=== SUPPLIED DATA ===
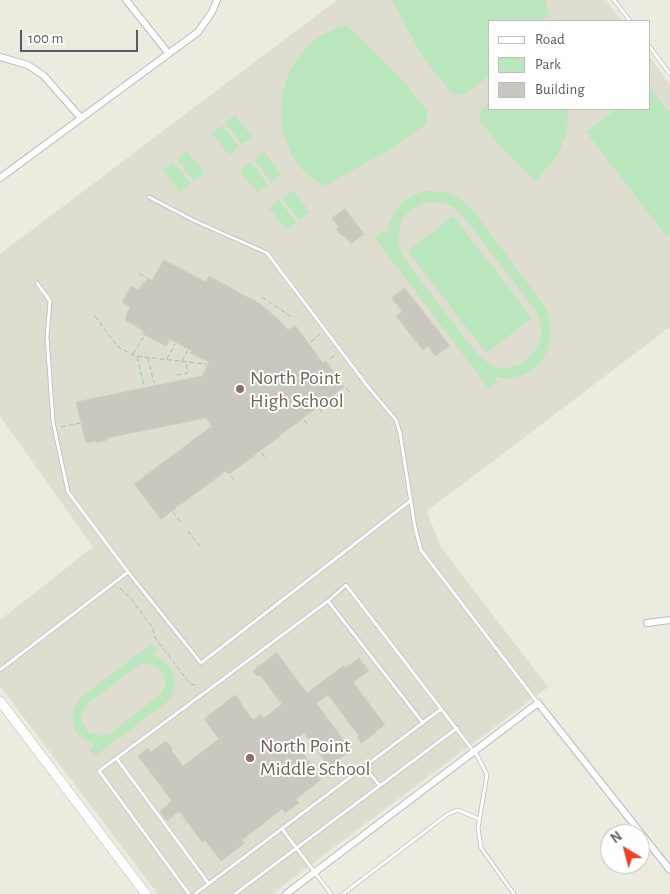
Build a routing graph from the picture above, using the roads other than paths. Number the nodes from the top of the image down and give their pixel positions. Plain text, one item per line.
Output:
1 (126, 0) edge
2 (217, 0) edge
3 (614, 0) edge
4 (629, 20) edge
5 (650, 47) edge
6 (168, 54) junction
7 (0, 57) edge
8 (670, 74) edge
9 (81, 118) junction
10 (0, 178) edge
11 (149, 197) dead end
12 (37, 283) dead end
13 (410, 501) junction
14 (128, 572) junction
15 (328, 601) junction
16 (670, 620) edge
17 (647, 623) dead end
18 (0, 670) edge
19 (0, 701) edge
20 (538, 703) junction
21 (441, 709) junction
22 (423, 723) junction
23 (457, 728) junction
24 (474, 751) junction
25 (117, 759) junction
26 (364, 767) junction
27 (379, 785) junction
28 (479, 819) junction
29 (282, 829) junction
30 (296, 847) junction
31 (670, 870) edge
32 (316, 872) junction
33 (208, 884) junction
34 (146, 894) edge
35 (189, 894) edge
36 (195, 894) edge
37 (234, 894) edge
38 (286, 894) edge
39 (331, 894) edge
40 (343, 894) edge
41 (514, 894) edge

1 - 6 street
2 - 6 street
3 - 4 lane
5 - 8 lane
6 - 9 street
7 - 9 street
9 - 10 street
11 - 13 lane
12 - 14 lane
13 - 14 lane
13 - 20 lane
14 - 18 lane
15 - 21 lane
15 - 22 lane
15 - 25 lane
16 - 17 street
19 - 34 street
20 - 24 street
20 - 31 street
21 - 22 lane
21 - 23 lane
22 - 26 lane
23 - 24 lane
23 - 27 lane
24 - 28 lane
24 - 32 street
25 - 33 lane
25 - 35 lane
26 - 27 lane
26 - 29 lane
27 - 30 lane
28 - 40 lane
28 - 41 lane
29 - 30 lane
29 - 33 lane
30 - 32 lane
30 - 37 lane
32 - 38 street
32 - 39 lane
33 - 36 lane

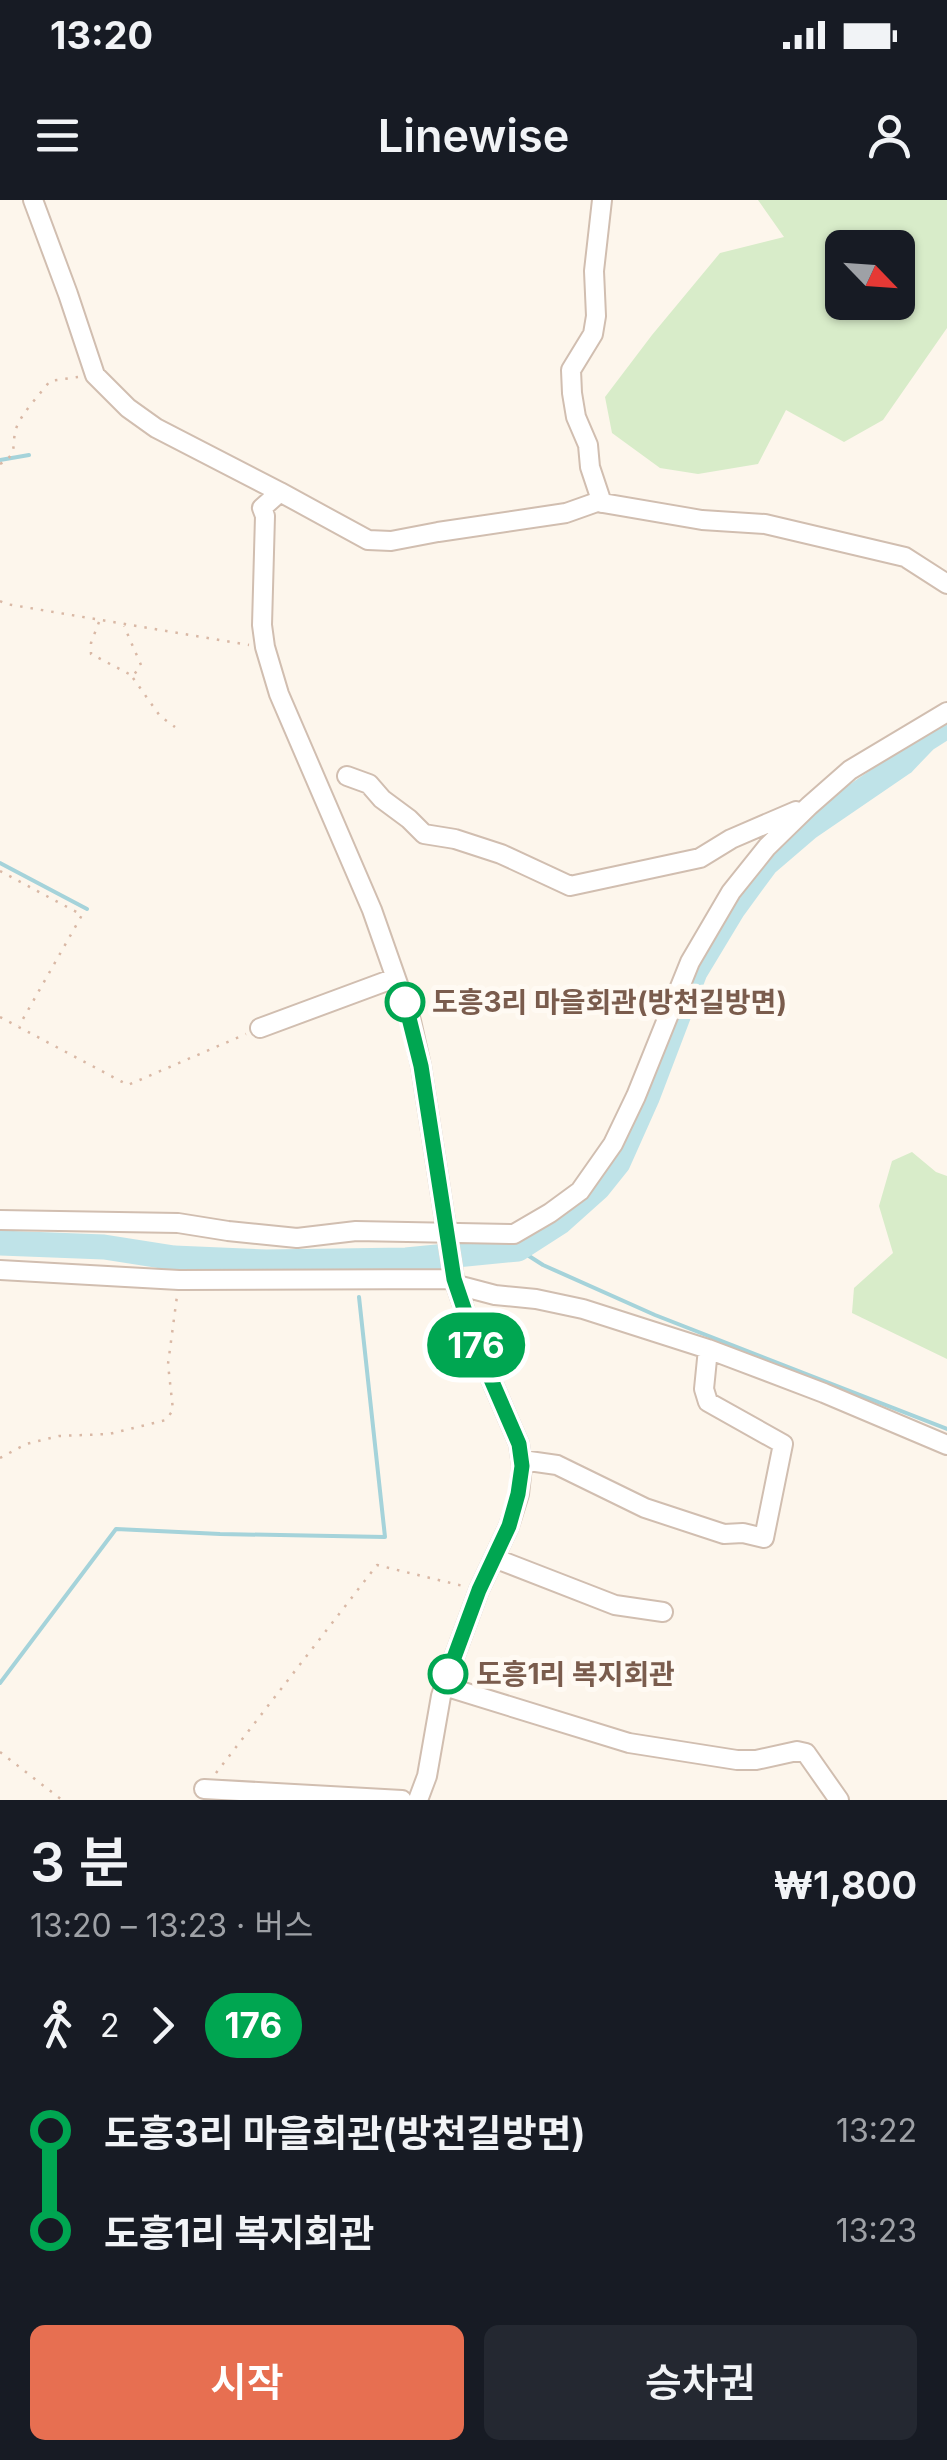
===
→ WHAT THE EXERCISE ASKS: Output only the count of lines in the data containing "dead".

→ ANSWER SPACE: 3